This invention relates to a high-temperature screw lubricating paste. More particularly, this invention relates to a homogeneous preparation of tin dioxide, or tin dioxide mixed with a thermally stable inorganic filler in a carrier oil.
Threaded connections are used in all kinds of industrial branches to firmly assemble the various types of structural members and to disassemble them easily when the occasion arises. In all cases of threaded connections being exposed to extreme stress by high temperatures or pressures, possibly also combined with a heavy stress due to corrosion, these threaded connections (screws and nuts) are made of high strength materials. Usually in such cases materials are selected from austenitic steels or nickel base alloys which, in addition to their special mechanical strength and high-temperature strength, have at the same time an excellent corrosion resistance. Threaded connections from materials such as these are used for instance for turbines, internal combustion engines, chemical industry fittings, gas producers and oil refinery facilities.
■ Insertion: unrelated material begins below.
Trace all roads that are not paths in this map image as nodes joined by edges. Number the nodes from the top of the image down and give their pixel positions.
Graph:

To prevent damages, as for instance seizure and galling, in threaded connections such as these, an effective lubrication, namely a possibly complete separation of the thread surfaces, is a must. To achieve this, high-temperature screw lubricating pastes are normally used which are based on the various finely divided inorganic solids being prepared in mineral oils and/or synthetic oils as carrier oils.
The high-temperature pastes commonly in use normally contain as solids graphite or other solid lubricants such as molybdenum disulfide and/or metal powders such as lead, zinc, copper or nickel. These solid-containing pastes are, however, not satisfactory in every respect, as they meet the following requirements only in part or insufficiently:
(a) Easy dismantling of the threaded connection after high-temperature operation, i.e. a break-away torque that is not too high.
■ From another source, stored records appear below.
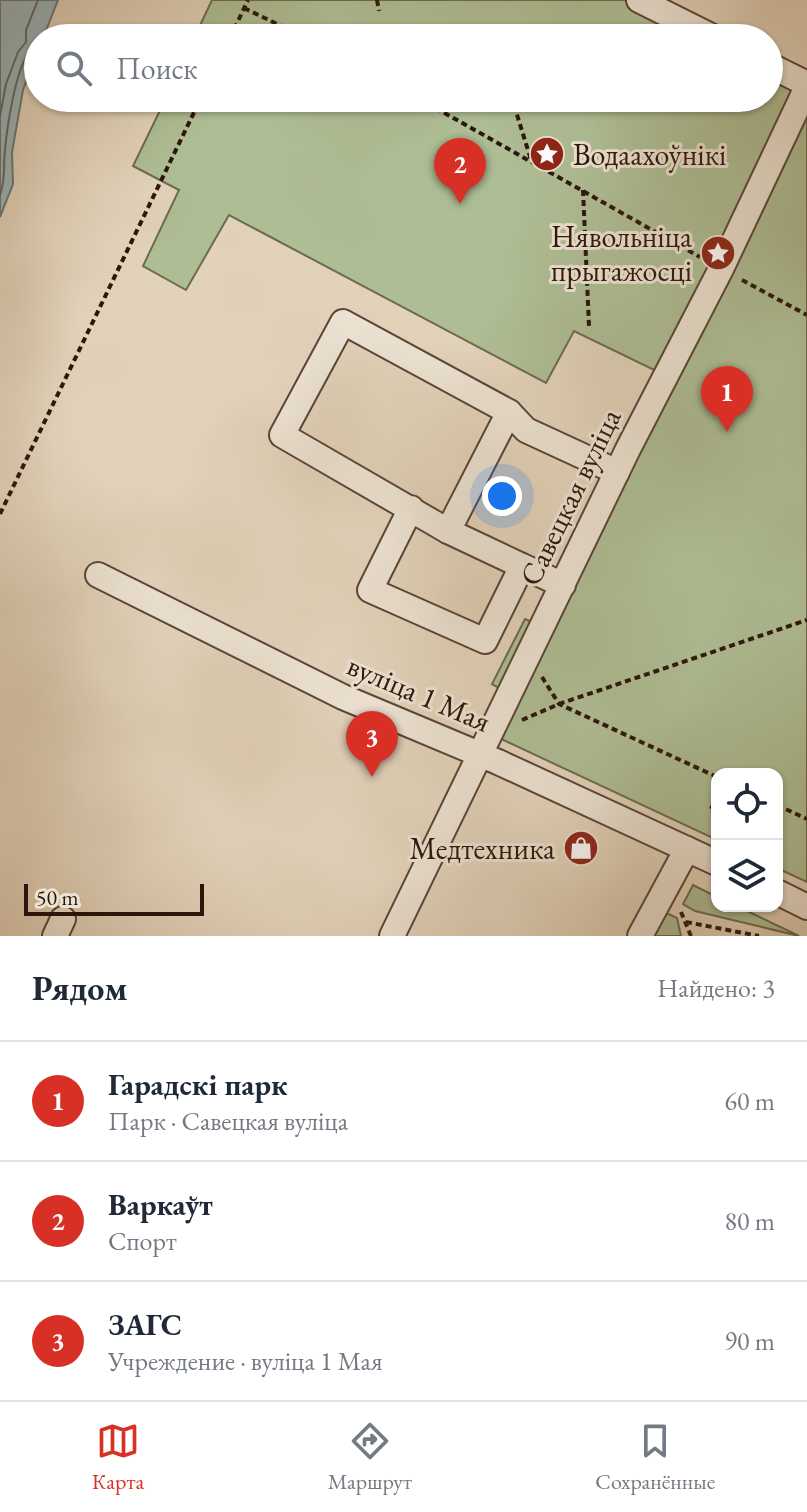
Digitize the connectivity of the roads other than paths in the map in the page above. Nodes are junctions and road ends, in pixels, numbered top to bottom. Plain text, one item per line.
1 (639, 0) edge
2 (687, 24) edge
3 (783, 72) edge
4 (807, 85) edge
5 (509, 412) junction
6 (617, 472) junction
7 (411, 508) junction
8 (448, 531) junction
9 (522, 566) junction
10 (98, 575) dead end
11 (563, 585) junction
12 (479, 755) junction
13 (687, 849) junction
14 (711, 860) edge
15 (783, 895) edge
16 (807, 907) edge
17 (392, 936) edge
18 (640, 936) edge

1 - 2 street
3 - 4 street
4 - 6 street, Савецкая вуліца
5 - 6 street
5 - 7 street
5 - 8 street
6 - 11 street, Савецкая вуліца
7 - 8 street
7 - 9 street
8 - 9 street
9 - 11 street
10 - 12 street, вуліца 1 Мая
11 - 12 street, Савецкая вуліца
12 - 13 street, вуліца 1 Мая
12 - 17 street, Савецкая вуліца
13 - 14 street, вуліца 1 Мая
13 - 18 street
15 - 16 street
(b) Coefficient of friction between approximately 0.10 and 0.14.mu. with as little variation as possible after repeated loosening and tightening.
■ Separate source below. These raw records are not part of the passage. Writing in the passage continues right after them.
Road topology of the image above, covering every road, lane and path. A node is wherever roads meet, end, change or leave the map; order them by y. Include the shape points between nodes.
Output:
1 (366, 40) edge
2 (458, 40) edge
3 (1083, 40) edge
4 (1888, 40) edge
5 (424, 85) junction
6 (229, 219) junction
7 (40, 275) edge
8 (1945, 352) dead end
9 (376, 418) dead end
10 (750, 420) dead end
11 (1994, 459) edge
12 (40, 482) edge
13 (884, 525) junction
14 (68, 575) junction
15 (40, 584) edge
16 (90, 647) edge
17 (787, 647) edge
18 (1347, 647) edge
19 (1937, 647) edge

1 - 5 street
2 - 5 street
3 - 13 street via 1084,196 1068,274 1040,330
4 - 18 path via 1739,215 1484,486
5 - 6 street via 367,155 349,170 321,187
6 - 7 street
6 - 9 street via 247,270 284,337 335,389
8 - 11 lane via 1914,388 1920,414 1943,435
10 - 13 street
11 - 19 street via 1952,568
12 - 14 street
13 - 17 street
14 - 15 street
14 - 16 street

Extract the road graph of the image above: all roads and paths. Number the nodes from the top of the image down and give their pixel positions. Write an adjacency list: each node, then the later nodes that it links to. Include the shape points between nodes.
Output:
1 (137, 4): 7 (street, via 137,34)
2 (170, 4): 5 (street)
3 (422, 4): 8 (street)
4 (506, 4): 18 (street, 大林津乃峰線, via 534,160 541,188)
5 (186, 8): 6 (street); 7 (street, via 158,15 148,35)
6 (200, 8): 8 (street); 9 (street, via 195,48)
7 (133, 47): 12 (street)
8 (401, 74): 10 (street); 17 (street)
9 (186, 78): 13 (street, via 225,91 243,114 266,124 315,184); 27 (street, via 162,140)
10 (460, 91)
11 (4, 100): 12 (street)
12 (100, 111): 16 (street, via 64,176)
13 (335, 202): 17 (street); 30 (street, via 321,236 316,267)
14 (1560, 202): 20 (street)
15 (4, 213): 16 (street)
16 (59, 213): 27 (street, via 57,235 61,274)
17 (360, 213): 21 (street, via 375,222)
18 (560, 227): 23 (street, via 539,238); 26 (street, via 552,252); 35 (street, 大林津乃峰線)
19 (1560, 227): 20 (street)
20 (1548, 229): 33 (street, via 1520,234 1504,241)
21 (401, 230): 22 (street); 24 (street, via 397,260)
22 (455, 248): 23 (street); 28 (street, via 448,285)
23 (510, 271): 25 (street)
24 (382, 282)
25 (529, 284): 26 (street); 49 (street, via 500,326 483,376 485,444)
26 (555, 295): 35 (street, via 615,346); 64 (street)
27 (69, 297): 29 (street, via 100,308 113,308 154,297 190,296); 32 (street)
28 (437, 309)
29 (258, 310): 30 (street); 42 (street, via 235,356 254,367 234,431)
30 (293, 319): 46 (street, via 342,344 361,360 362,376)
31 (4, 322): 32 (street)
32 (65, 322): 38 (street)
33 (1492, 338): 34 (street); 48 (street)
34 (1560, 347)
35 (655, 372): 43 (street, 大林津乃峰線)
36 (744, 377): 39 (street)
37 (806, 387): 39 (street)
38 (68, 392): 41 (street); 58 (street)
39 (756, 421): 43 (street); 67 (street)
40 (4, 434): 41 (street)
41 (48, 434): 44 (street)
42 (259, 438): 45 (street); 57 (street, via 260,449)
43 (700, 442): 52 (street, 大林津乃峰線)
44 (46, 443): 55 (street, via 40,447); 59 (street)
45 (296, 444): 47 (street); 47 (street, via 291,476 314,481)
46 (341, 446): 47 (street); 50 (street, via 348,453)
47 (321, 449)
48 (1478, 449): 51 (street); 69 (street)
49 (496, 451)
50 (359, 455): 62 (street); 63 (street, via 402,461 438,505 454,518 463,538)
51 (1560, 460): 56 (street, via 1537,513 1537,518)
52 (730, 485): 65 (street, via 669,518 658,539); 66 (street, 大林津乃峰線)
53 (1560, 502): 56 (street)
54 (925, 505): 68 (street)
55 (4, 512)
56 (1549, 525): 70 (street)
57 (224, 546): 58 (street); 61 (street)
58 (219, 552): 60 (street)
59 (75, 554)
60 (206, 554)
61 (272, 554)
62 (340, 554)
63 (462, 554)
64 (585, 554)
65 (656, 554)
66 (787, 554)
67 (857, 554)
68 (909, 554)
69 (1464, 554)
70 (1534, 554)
(c) Temperature stability of the lubricating layer up to approximately 1200.degree. C.
(d) Good corrosion resistance.
(e) No reaction with the screw material.
Careful investigations revealed that the unsatisfactory behavior of the known solid-containing screw pastes during high-temperature operation is to a great extent likely to be due to the fact that the metallic (and possibly also halogen-, phosphor- or sulfur-containing) constituents of such pastes react with screw materials such as austenitic steels or nickel base alloys and lead to metallurgical changes resulting in cracking, flank fractures or even bolt fractures. Graphite leads to carburization of the screw material, forming chromium carbide with microstructural changes and intercrystalline brittleness. Lead melts, diffuses along the grain boundaries into the austenite and produces cracking and brittleness of solder. The same is true for zinc, too. The use of copper is disadvantageous in so far as at high temperatures it can lead to the so-called red shortness. Nickel powder is numbered among the carcinogenic substances. Halogen-, phosphor- and sulfur-containing components decompose at high temperatures, setting these elements free and leading to metallurgical changes and damages of the screw material.